表3 精密度和回收试验结果Tab.3 Results of tests for precision and recovery

在空白水样中分别设置α-硫丹、硫丹硫酸酯的加标质量浓度为10μg·L－1，β-硫丹的加标质量浓度为20μg·L－1，使用同一萃取头按试验方法连续测定180个样品，样品中3个化合物峰面积的变化见图6。1号样品和180号样品的色谱图见图7。

图6 样品中3个化合物峰面积的变化Fig.6 Variation of peak area of 3 compounds in the samples

图7 1号样品和180号样品的色谱图Fig.7 Chromatograms of sample 1 and sample 180

由图6、图7可知:180号样品中，α-硫丹、β-硫丹和硫丹硫酸酯的峰形、峰面积以及信噪比未见明显变化。
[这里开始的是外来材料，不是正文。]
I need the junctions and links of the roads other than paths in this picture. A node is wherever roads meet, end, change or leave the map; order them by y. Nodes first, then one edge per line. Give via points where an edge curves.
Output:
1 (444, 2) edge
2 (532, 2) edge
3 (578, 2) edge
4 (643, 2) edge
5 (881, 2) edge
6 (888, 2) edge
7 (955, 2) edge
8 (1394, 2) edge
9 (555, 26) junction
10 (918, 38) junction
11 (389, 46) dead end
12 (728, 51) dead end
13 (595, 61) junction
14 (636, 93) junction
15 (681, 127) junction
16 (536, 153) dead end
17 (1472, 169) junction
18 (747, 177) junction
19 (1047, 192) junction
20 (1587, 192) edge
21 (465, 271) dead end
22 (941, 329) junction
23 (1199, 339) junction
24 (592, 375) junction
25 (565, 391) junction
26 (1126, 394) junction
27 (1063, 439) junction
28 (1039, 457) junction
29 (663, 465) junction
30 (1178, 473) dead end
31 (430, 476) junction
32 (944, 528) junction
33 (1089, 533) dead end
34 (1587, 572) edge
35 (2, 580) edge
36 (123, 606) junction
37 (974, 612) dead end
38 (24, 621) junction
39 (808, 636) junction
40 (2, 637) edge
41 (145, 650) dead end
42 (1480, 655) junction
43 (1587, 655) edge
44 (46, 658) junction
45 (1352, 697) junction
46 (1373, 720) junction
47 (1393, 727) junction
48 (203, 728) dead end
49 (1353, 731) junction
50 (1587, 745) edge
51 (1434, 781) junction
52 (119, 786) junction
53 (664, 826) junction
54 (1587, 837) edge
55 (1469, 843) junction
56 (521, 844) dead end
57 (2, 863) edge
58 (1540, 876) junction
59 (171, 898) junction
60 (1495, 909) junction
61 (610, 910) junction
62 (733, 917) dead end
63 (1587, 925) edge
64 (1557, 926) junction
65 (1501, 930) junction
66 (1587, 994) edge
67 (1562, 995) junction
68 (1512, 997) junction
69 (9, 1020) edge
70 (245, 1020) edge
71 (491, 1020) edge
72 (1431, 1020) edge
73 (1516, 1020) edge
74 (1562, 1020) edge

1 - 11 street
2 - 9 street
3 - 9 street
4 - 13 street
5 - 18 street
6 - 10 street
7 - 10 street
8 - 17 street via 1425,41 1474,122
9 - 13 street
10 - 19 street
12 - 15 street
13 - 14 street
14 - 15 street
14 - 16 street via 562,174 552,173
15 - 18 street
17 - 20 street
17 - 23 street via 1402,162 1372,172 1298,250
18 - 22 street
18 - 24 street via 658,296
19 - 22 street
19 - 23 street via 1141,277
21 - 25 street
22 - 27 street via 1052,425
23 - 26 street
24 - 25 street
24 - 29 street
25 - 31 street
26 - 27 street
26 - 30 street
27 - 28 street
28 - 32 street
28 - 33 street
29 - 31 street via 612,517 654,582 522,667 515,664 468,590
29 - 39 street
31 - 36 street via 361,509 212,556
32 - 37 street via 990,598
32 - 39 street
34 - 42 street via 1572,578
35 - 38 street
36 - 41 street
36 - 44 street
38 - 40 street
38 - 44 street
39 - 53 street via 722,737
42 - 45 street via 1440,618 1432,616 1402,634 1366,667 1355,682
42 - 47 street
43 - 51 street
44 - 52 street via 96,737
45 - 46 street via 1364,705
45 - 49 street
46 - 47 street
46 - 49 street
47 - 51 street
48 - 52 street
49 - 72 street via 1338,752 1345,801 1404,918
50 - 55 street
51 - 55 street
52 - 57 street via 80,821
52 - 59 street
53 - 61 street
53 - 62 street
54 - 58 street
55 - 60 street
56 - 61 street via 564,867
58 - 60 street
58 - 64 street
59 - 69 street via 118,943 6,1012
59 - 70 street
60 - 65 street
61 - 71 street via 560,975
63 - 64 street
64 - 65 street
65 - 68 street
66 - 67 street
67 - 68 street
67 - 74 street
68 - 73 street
这表明萃取头的萃取效率以及仪器灵敏度未受影响，方法具有较好的稳定性。

2.5 案例应用

2019年8月22日，我中心受理河北省卢龙县送检的投毒案件样品，安某某报警称其自家水库里养的鱼被人投药，按试验方法检验其送检的8瓶水样，均检出α-硫丹和β-硫丹。2019年9月18日，我中心受理河南省鲁山县送检的投毒案件样品，许某某承包鱼塘内的鱼大量死亡，怀疑是硫丹投毒所致，按试验方法对送检的鱼塘水样和鱼鳃样品进行分析，鱼塘水中检出α-硫丹、β-硫丹和硫丹硫酸酯，同时将鱼鳃的血水稀释10 倍后进行分析，检出了α-硫丹和β-硫丹。

顶空固相微萃取对鱼塘水中的硫丹类化合物具有良好的萃取效果，结合气相色谱-串联质谱法进行分析，检出限低达0.001μg·L－1。本方法仅需2.0 mL鱼塘水样，无需使用有机溶剂，绿色环保，测定过程对仪器污染小，连续进样180针，目标物的峰形、灵敏度未受明显影响。萃取步骤为程序设定的全自动化操作，平行性好，且萃取模块直接搭载在质谱仪上方，样品处理完毕后直接进样测定，整个过程仅需1.5 h左右，实现了前处理分析一体化的功能，能够满足公安机关对鱼塘投毒案件水样中硫丹的测定需求。

除硫丹外，有机磷及拟除虫菊酯类农药也常见于鱼塘投毒案件中，后续的方法研究可以进一步根据有机磷和拟除虫菊酯类农药的性质，筛选不同的萃取纤维涂层种类，优化萃取条件，建立测定鱼塘水中有机磷及拟除虫菊酯类农药的顶空固相微萃取-气相色谱-串联质谱法，更加丰富该项技术在刑事技术领域的应用。